EXERCISE » Every entry in the following data should be output exactly.

Stored items
━━━━━━━━━━━━━━━━

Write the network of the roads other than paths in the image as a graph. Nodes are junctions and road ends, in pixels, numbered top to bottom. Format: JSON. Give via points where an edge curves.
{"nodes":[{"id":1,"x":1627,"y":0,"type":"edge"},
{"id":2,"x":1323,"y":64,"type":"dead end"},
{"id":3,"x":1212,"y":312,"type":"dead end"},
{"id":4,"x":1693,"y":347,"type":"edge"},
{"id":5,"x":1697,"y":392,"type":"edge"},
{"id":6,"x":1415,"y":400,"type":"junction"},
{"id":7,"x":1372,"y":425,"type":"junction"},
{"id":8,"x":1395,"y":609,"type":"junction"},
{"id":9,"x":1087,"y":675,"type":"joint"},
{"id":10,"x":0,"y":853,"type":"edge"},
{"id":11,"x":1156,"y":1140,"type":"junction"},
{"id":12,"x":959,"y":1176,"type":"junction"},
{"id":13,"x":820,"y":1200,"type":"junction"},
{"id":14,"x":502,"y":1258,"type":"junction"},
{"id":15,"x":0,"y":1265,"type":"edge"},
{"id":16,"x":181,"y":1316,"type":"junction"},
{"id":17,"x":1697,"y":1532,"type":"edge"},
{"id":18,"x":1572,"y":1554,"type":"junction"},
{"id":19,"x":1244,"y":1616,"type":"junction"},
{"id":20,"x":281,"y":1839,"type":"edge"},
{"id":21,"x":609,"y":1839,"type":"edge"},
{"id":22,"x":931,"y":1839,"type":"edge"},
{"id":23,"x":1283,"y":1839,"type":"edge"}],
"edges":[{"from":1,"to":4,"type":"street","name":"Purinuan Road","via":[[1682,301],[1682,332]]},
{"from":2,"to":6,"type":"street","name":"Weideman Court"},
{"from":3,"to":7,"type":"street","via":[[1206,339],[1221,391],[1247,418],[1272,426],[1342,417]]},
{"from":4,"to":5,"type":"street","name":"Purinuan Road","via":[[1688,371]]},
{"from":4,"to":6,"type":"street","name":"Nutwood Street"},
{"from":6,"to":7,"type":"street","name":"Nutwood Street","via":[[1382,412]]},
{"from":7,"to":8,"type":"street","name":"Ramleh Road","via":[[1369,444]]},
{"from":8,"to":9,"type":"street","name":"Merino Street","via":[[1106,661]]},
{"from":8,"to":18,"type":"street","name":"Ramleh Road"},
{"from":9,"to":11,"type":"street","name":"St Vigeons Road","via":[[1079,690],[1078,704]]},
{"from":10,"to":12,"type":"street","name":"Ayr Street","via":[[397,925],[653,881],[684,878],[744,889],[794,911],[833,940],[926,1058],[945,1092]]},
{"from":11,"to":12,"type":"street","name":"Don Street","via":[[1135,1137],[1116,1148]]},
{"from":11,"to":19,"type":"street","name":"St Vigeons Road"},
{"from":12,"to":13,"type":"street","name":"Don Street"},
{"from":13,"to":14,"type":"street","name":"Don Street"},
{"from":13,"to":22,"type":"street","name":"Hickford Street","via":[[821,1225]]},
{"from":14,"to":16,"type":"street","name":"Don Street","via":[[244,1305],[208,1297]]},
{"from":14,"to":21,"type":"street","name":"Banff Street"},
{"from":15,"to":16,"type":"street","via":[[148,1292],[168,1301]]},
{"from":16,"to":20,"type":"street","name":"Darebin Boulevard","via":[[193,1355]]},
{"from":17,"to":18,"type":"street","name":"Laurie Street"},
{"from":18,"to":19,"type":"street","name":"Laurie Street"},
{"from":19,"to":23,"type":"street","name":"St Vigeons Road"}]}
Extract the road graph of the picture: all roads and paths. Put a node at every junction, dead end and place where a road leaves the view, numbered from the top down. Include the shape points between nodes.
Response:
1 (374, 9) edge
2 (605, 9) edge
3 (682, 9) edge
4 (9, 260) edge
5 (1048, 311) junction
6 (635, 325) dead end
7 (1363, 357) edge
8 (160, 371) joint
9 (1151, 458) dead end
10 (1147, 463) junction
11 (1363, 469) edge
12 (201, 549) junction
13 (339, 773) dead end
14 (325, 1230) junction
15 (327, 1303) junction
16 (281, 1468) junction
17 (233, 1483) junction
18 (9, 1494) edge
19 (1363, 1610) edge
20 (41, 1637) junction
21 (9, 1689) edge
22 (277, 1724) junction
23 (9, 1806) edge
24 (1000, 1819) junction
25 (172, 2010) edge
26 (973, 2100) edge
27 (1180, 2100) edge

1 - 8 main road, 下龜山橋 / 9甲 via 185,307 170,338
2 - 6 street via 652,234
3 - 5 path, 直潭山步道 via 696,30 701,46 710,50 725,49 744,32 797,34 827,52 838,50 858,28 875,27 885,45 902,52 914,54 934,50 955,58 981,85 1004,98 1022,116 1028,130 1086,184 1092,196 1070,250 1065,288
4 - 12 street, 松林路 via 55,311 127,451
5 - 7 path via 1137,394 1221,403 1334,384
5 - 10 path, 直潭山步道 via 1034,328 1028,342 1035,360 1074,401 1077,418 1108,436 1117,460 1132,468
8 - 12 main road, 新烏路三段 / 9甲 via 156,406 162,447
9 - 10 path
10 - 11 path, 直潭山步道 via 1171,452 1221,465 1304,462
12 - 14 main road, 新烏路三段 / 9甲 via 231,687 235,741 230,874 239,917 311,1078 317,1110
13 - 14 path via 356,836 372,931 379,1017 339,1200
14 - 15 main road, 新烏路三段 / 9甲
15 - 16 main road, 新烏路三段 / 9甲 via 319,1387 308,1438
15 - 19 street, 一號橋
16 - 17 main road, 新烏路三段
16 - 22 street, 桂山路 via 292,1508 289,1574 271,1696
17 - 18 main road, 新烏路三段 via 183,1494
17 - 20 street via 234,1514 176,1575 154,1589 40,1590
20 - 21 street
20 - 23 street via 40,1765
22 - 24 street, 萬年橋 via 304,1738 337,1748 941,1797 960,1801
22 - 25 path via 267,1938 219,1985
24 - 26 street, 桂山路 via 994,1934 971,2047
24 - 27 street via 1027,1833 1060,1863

━━━━━━━━━━━━━━━━

EXPECTED ANSWER »
Write the network of the roads other than paths in the image as a graph. Nodes are junctions and road ends, in pixels, numbered top to bottom. Format: JSON. Give via points where an edge curves.
{"nodes":[{"id":1,"x":1627,"y":0,"type":"edge"},
{"id":2,"x":1323,"y":64,"type":"dead end"},
{"id":3,"x":1212,"y":312,"type":"dead end"},
{"id":4,"x":1693,"y":347,"type":"edge"},
{"id":5,"x":1697,"y":392,"type":"edge"},
{"id":6,"x":1415,"y":400,"type":"junction"},
{"id":7,"x":1372,"y":425,"type":"junction"},
{"id":8,"x":1395,"y":609,"type":"junction"},
{"id":9,"x":1087,"y":675,"type":"joint"},
{"id":10,"x":0,"y":853,"type":"edge"},
{"id":11,"x":1156,"y":1140,"type":"junction"},
{"id":12,"x":959,"y":1176,"type":"junction"},
{"id":13,"x":820,"y":1200,"type":"junction"},
{"id":14,"x":502,"y":1258,"type":"junction"},
{"id":15,"x":0,"y":1265,"type":"edge"},
{"id":16,"x":181,"y":1316,"type":"junction"},
{"id":17,"x":1697,"y":1532,"type":"edge"},
{"id":18,"x":1572,"y":1554,"type":"junction"},
{"id":19,"x":1244,"y":1616,"type":"junction"},
{"id":20,"x":281,"y":1839,"type":"edge"},
{"id":21,"x":609,"y":1839,"type":"edge"},
{"id":22,"x":931,"y":1839,"type":"edge"},
{"id":23,"x":1283,"y":1839,"type":"edge"}],
"edges":[{"from":1,"to":4,"type":"street","name":"Purinuan Road","via":[[1682,301],[1682,332]]},
{"from":2,"to":6,"type":"street","name":"Weideman Court"},
{"from":3,"to":7,"type":"street","via":[[1206,339],[1221,391],[1247,418],[1272,426],[1342,417]]},
{"from":4,"to":5,"type":"street","name":"Purinuan Road","via":[[1688,371]]},
{"from":4,"to":6,"type":"street","name":"Nutwood Street"},
{"from":6,"to":7,"type":"street","name":"Nutwood Street","via":[[1382,412]]},
{"from":7,"to":8,"type":"street","name":"Ramleh Road","via":[[1369,444]]},
{"from":8,"to":9,"type":"street","name":"Merino Street","via":[[1106,661]]},
{"from":8,"to":18,"type":"street","name":"Ramleh Road"},
{"from":9,"to":11,"type":"street","name":"St Vigeons Road","via":[[1079,690],[1078,704]]},
{"from":10,"to":12,"type":"street","name":"Ayr Street","via":[[397,925],[653,881],[684,878],[744,889],[794,911],[833,940],[926,1058],[945,1092]]},
{"from":11,"to":12,"type":"street","name":"Don Street","via":[[1135,1137],[1116,1148]]},
{"from":11,"to":19,"type":"street","name":"St Vigeons Road"},
{"from":12,"to":13,"type":"street","name":"Don Street"},
{"from":13,"to":14,"type":"street","name":"Don Street"},
{"from":13,"to":22,"type":"street","name":"Hickford Street","via":[[821,1225]]},
{"from":14,"to":16,"type":"street","name":"Don Street","via":[[244,1305],[208,1297]]},
{"from":14,"to":21,"type":"street","name":"Banff Street"},
{"from":15,"to":16,"type":"street","via":[[148,1292],[168,1301]]},
{"from":16,"to":20,"type":"street","name":"Darebin Boulevard","via":[[193,1355]]},
{"from":17,"to":18,"type":"street","name":"Laurie Street"},
{"from":18,"to":19,"type":"street","name":"Laurie Street"},
{"from":19,"to":23,"type":"street","name":"St Vigeons Road"}]}
Extract the road graph of the picture: all roads and paths. Put a node at every junction, dead end and place where a road leaves the view, numbered from the top down. Include the shape points between nodes.
Response:
1 (374, 9) edge
2 (605, 9) edge
3 (682, 9) edge
4 (9, 260) edge
5 (1048, 311) junction
6 (635, 325) dead end
7 (1363, 357) edge
8 (160, 371) joint
9 (1151, 458) dead end
10 (1147, 463) junction
11 (1363, 469) edge
12 (201, 549) junction
13 (339, 773) dead end
14 (325, 1230) junction
15 (327, 1303) junction
16 (281, 1468) junction
17 (233, 1483) junction
18 (9, 1494) edge
19 (1363, 1610) edge
20 (41, 1637) junction
21 (9, 1689) edge
22 (277, 1724) junction
23 (9, 1806) edge
24 (1000, 1819) junction
25 (172, 2010) edge
26 (973, 2100) edge
27 (1180, 2100) edge

1 - 8 main road, 下龜山橋 / 9甲 via 185,307 170,338
2 - 6 street via 652,234
3 - 5 path, 直潭山步道 via 696,30 701,46 710,50 725,49 744,32 797,34 827,52 838,50 858,28 875,27 885,45 902,52 914,54 934,50 955,58 981,85 1004,98 1022,116 1028,130 1086,184 1092,196 1070,250 1065,288
4 - 12 street, 松林路 via 55,311 127,451
5 - 7 path via 1137,394 1221,403 1334,384
5 - 10 path, 直潭山步道 via 1034,328 1028,342 1035,360 1074,401 1077,418 1108,436 1117,460 1132,468
8 - 12 main road, 新烏路三段 / 9甲 via 156,406 162,447
9 - 10 path
10 - 11 path, 直潭山步道 via 1171,452 1221,465 1304,462
12 - 14 main road, 新烏路三段 / 9甲 via 231,687 235,741 230,874 239,917 311,1078 317,1110
13 - 14 path via 356,836 372,931 379,1017 339,1200
14 - 15 main road, 新烏路三段 / 9甲
15 - 16 main road, 新烏路三段 / 9甲 via 319,1387 308,1438
15 - 19 street, 一號橋
16 - 17 main road, 新烏路三段
16 - 22 street, 桂山路 via 292,1508 289,1574 271,1696
17 - 18 main road, 新烏路三段 via 183,1494
17 - 20 street via 234,1514 176,1575 154,1589 40,1590
20 - 21 street
20 - 23 street via 40,1765
22 - 24 street, 萬年橋 via 304,1738 337,1748 941,1797 960,1801
22 - 25 path via 267,1938 219,1985
24 - 26 street, 桂山路 via 994,1934 971,2047
24 - 27 street via 1027,1833 1060,1863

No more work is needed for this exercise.